En prenant cet accent guerrier, Nintendo donne le ton, laissant sur leur faim la communauté des joueurs, analystes, média et compétiteurs. Enfin, une interrogation de taille excite les méninges de l'état major, le coût à supporter pour l'achat d'une manette supplémentaire : << c'est une question cruciale >> répondra Iwata gêné par la perspective d'une majoration tarifaire élevée que le joueur devra supporter en cas de parties à plusieurs. << Il serait maladroit de notre part de demander aux joueurs d'acheter plusieurs contrôleurs >> c'est pourquoi : << nous orientons le développement des jeux dans le cadre d'une seule manette à écran par console. >>, sage décision qui vient en contradiction avec l'aspect convivial et familiale des bandes-annonces promotionnelles projetées à l'E3...
 
 
Dans un contexte de transition qui frappe Nintendo (stagnation mondiale des ventes de jeux et de consoles), les conséquences d'un tel changement de paradigme à multiples variables (désynchronisation console/téléviseur) restent difficile à évaluer.

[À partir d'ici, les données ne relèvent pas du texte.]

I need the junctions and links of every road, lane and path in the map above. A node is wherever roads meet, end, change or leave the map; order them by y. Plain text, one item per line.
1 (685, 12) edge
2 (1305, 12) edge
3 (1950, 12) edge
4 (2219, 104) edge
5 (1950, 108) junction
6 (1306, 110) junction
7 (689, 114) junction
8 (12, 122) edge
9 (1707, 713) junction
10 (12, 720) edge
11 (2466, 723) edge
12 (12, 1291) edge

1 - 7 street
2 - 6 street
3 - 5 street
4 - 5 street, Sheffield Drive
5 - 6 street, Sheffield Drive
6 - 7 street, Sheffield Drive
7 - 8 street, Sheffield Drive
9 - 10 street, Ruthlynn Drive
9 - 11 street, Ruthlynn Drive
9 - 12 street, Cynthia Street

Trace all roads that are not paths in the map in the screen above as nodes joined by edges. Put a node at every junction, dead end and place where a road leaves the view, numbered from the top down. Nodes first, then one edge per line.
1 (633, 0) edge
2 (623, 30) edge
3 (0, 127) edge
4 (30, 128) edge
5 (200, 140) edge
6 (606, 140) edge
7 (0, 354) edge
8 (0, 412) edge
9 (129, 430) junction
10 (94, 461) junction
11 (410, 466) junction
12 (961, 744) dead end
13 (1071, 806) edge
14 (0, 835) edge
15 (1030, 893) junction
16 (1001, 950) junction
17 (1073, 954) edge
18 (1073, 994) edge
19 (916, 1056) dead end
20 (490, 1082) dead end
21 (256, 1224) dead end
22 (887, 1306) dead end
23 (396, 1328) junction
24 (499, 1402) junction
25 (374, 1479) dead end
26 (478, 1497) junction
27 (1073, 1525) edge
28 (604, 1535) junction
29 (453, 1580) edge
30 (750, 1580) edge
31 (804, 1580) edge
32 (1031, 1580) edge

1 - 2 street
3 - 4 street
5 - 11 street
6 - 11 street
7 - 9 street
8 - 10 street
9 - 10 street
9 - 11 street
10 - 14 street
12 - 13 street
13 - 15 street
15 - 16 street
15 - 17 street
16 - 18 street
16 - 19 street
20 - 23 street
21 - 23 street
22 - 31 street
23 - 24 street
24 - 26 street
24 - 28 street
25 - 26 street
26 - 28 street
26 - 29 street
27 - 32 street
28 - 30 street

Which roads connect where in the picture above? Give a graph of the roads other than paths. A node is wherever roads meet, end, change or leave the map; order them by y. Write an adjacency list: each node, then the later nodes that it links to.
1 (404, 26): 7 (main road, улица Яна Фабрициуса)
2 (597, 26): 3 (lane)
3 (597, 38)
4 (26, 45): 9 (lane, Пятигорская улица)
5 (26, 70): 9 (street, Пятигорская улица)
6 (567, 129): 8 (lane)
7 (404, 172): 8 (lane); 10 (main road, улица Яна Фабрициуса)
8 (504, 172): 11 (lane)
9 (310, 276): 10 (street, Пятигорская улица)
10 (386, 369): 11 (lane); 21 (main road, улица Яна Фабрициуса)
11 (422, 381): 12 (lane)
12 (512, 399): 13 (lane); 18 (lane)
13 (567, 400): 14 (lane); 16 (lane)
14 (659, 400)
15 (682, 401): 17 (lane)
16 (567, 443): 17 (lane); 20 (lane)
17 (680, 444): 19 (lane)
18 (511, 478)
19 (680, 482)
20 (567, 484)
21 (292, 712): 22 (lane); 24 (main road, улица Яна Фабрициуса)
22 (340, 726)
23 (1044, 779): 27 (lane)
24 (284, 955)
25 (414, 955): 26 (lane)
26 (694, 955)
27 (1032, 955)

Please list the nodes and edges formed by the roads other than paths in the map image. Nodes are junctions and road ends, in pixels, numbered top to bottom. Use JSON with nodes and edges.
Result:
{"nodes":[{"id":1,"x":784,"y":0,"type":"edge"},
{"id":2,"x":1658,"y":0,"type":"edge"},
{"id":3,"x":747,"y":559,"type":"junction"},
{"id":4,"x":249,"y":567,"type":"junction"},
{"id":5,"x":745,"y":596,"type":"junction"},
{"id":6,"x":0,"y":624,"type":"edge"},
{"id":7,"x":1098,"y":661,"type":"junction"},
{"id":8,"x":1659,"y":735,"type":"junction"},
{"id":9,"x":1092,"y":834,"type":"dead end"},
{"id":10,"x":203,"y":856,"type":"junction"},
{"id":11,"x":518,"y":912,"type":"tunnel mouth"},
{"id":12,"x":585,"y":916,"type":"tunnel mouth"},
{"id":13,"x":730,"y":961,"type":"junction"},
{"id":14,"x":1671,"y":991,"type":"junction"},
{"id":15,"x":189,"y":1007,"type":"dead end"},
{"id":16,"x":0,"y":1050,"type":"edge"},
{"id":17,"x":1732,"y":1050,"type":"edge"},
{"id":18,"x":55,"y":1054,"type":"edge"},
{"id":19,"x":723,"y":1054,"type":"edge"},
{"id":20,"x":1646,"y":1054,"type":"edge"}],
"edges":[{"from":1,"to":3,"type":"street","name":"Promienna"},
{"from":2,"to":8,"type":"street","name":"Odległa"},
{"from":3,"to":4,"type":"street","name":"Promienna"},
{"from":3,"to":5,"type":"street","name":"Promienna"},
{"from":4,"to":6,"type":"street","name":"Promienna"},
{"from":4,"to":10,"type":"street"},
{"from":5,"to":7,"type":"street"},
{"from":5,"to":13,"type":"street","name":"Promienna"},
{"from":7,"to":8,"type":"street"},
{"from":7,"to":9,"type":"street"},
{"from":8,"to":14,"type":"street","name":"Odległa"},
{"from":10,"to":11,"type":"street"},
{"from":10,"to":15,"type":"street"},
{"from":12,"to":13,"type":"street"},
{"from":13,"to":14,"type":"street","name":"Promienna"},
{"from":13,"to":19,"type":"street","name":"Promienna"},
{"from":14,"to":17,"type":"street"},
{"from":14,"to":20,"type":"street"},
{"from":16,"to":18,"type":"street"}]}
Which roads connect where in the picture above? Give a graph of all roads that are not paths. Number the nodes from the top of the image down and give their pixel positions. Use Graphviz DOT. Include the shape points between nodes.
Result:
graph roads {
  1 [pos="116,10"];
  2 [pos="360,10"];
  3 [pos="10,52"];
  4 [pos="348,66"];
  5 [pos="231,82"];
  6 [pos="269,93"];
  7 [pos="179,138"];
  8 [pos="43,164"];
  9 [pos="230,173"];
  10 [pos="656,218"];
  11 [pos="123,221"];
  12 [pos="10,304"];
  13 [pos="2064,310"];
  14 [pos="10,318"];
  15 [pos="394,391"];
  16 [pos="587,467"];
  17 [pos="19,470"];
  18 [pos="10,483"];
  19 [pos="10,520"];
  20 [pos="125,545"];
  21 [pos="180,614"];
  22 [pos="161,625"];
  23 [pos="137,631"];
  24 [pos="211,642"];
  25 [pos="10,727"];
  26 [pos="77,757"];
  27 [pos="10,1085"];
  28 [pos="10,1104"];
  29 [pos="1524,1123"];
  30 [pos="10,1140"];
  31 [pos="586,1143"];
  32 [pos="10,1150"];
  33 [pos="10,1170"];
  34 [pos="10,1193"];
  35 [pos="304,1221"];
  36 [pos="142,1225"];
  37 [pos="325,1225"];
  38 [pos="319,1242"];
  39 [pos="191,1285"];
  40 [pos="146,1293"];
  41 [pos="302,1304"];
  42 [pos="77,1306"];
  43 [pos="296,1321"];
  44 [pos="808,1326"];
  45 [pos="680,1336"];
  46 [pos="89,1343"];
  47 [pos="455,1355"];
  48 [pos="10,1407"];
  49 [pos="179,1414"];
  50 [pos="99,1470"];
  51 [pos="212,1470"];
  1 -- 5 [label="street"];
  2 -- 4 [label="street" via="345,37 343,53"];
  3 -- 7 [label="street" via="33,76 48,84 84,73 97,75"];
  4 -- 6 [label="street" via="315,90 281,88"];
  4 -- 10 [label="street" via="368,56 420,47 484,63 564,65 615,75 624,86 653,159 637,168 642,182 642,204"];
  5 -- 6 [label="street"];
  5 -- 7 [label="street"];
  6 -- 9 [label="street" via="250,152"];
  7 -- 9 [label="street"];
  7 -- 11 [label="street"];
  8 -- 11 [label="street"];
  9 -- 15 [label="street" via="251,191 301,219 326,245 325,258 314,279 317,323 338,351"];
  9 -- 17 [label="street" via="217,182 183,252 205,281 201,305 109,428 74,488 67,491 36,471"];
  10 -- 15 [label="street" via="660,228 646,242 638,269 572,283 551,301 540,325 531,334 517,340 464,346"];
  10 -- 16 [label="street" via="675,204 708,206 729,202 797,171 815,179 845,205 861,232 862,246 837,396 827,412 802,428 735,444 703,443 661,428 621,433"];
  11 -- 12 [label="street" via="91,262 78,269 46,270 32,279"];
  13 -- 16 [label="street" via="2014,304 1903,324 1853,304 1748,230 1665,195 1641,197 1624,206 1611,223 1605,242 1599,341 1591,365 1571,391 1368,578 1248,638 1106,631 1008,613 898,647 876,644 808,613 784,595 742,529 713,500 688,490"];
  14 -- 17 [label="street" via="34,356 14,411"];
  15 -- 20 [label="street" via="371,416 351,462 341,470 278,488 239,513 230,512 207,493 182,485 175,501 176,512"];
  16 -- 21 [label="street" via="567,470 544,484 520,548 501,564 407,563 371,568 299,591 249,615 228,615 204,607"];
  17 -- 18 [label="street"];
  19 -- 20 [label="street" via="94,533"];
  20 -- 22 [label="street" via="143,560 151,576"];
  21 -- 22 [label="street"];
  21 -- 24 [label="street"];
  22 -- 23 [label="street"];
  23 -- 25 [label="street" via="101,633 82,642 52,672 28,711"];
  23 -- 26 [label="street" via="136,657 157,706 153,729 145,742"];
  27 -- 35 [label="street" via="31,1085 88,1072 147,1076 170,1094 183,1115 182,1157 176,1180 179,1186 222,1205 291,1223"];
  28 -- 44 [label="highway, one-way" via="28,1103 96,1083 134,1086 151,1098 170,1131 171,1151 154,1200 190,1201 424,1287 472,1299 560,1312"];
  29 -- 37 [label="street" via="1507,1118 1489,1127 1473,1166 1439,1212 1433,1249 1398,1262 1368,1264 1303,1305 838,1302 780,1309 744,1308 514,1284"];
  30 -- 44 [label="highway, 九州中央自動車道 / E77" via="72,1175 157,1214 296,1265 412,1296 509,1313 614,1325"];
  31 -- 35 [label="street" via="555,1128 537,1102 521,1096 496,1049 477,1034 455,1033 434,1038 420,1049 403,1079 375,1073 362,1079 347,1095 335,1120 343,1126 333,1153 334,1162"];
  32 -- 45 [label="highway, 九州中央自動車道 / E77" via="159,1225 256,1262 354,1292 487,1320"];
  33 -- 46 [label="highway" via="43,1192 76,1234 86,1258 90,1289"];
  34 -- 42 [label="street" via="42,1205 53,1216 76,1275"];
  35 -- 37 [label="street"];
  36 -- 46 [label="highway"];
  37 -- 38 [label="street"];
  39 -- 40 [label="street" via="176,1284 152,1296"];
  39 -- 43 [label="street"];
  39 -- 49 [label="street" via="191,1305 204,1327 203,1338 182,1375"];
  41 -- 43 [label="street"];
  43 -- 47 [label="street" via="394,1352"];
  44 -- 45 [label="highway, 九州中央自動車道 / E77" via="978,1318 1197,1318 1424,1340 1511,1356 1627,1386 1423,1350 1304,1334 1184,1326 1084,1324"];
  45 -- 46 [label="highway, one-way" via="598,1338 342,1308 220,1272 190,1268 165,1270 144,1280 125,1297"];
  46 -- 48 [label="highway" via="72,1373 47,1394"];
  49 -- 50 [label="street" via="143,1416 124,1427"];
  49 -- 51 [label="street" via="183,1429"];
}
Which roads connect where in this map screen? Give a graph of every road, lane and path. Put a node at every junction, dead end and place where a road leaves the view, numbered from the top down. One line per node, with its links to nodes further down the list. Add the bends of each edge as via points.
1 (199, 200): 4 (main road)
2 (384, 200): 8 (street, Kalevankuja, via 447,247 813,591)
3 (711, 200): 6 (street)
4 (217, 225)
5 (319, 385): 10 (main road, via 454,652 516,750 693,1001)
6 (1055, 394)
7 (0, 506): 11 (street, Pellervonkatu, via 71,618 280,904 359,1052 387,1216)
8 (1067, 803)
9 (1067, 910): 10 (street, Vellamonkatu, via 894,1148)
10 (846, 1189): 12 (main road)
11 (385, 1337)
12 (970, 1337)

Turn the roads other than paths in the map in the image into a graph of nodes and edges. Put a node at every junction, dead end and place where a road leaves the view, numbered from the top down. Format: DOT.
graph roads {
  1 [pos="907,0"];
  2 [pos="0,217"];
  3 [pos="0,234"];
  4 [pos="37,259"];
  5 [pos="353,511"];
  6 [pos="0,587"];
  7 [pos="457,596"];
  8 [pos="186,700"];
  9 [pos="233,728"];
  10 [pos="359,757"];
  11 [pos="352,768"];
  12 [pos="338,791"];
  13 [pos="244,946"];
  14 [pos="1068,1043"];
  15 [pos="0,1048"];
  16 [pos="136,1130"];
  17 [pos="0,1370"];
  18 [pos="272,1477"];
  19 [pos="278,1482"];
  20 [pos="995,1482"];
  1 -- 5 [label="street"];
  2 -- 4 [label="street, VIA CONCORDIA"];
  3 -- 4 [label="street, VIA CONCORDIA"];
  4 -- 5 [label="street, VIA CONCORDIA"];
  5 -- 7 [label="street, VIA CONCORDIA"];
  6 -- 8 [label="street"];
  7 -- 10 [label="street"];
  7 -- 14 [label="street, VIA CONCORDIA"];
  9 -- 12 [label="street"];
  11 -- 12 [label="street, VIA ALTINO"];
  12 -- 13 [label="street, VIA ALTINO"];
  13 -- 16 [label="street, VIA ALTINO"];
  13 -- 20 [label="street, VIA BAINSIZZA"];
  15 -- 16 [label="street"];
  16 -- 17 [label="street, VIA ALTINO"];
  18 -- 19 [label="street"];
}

Le jeu de piste sciemment établi par le constructeur à l'adresse de ses adversaires soucieux de torpiller son avantage compétitif à un an de la commercialisation de la Wii U, est le signe formel que la compétition s'est exacerbée alors que tout reste ouvert pour Sony en quête de concepts de compatibilité (à pomper chez le voisin Nintendo) entre la PS Vita et la PS3 et Microsoft soucieux de proposer une alternative matérielle et innovante à Kinect.
 
 
C'est à ce jeu fou que Nintendo invite tous les acteurs de cette industrie à deviner, anticiper le curieux dispositif de la Wii U. C'est une première victoire dans la guerre psychologique qui précède traditionnellement la grande bataille, celle fixée à 2012.
 
--------------------------------------------------------------------------
Nota Bene : E3, nid d'espions
 
 
Sony, Microsoft et même Nintendo dépêchent coutumièrement ses "observateurs" pour arpenter les stands de l'E3. C'est de bonne guerre, la veille concurrentielle fait partie des impératifs communs à toute société spécialisée dans la technologie et qui atteint un pic lors du renouvellement des consoles de jeux vidéo. Pour comprendre l'origine de cette appétence, il faut remonter à 1996. En effet, Nintendo a appris à ses dépends de se garder d'être trop démonstratif, le stick analogique révolutionnaire de la manette de la N64 a pâtit de la prédation de Sony. Cette vulnérabilité est depuis de l'histoire ancienne.
 
 
Nintendo cultive maintenant l'imprévisibilité, pratique le culte de la confidentialité avec un art certain. Elle a l'obligation d'exposer ses nouveaux produits aux médias mais garde le secret sur les détails décisifs. Le design, les spécifications techniques de la Wii U ne sont délivrées qu'à un cercle réservé de studios et d'éditeurs, et encore ! Le producteur de Super Mario, Toshiaki Koizumi, a récemment témoigné dans le magazine Wired de sa frustration d'être mis à l'écart : << en tant que développeur affilié à Nintendo, j'ai accès à des informations privilégiées mais pas en totalité. On ne me divulgue que ce que l'état-major considère comme information non-stratégique >>. Quant aux médias et adversaires, ils se contenteront de déclarations brouillardeuses, tandis que sur les capacités de la manette le constructeur ne s'étendra pas plus que cela. L'information est très sensible.
 
Dimensions modifiées, matériaux factices, formes imparfaites : la Wii U ainsi que sa manette exposées sur le stand Nintendo seront sensiblement modifiées. Kaz Hirai, responsable de la puissante branche PlayStation de Sony ne s'en est d'ailleurs pas caché, il s'est déclaré intrigué et amusé par le contrôleur du nouveau format de Nintendo, les honorables observateurs du géant de l'électronique ayant déjà fait leur rapport sur les potentialités de la "tablette interactive" dont certaines particularités pourront être reprises en faveur du couple PSVita/PS3. Elles seront au pire améliorées comme ce fut le cas avec le PS Move mais dans un laps de temps assez long. Parfois, les analystes des milieux financiers grondent aussi forts que les médias spécialisés devant le caractère abscons de l'information. L'action boursière de Nintendo attaquée sur la place financière japonaise en témoigne, l'état major feint d'être surpris par ce mouvement de protestation. Le fabricant se résout à une impopularité de circonstance, elle se résorbera d'elle-même car elle est la résultante d'une fervente attente violemment confrontée à un contexte de rétention d'informations.
 
 
Et Nintendo dans tout cela ? A peine plus vertueux. Au sein de sa haute direction, une fine équipe spécialisée dans la guerre économique arpente les allées du salon et agissent généralement sous couverture, à l'exemple de ceux très actifs chez Microsoft et dans une moindre mesure Sony. Et ils ne se contentent pas de quelques photos...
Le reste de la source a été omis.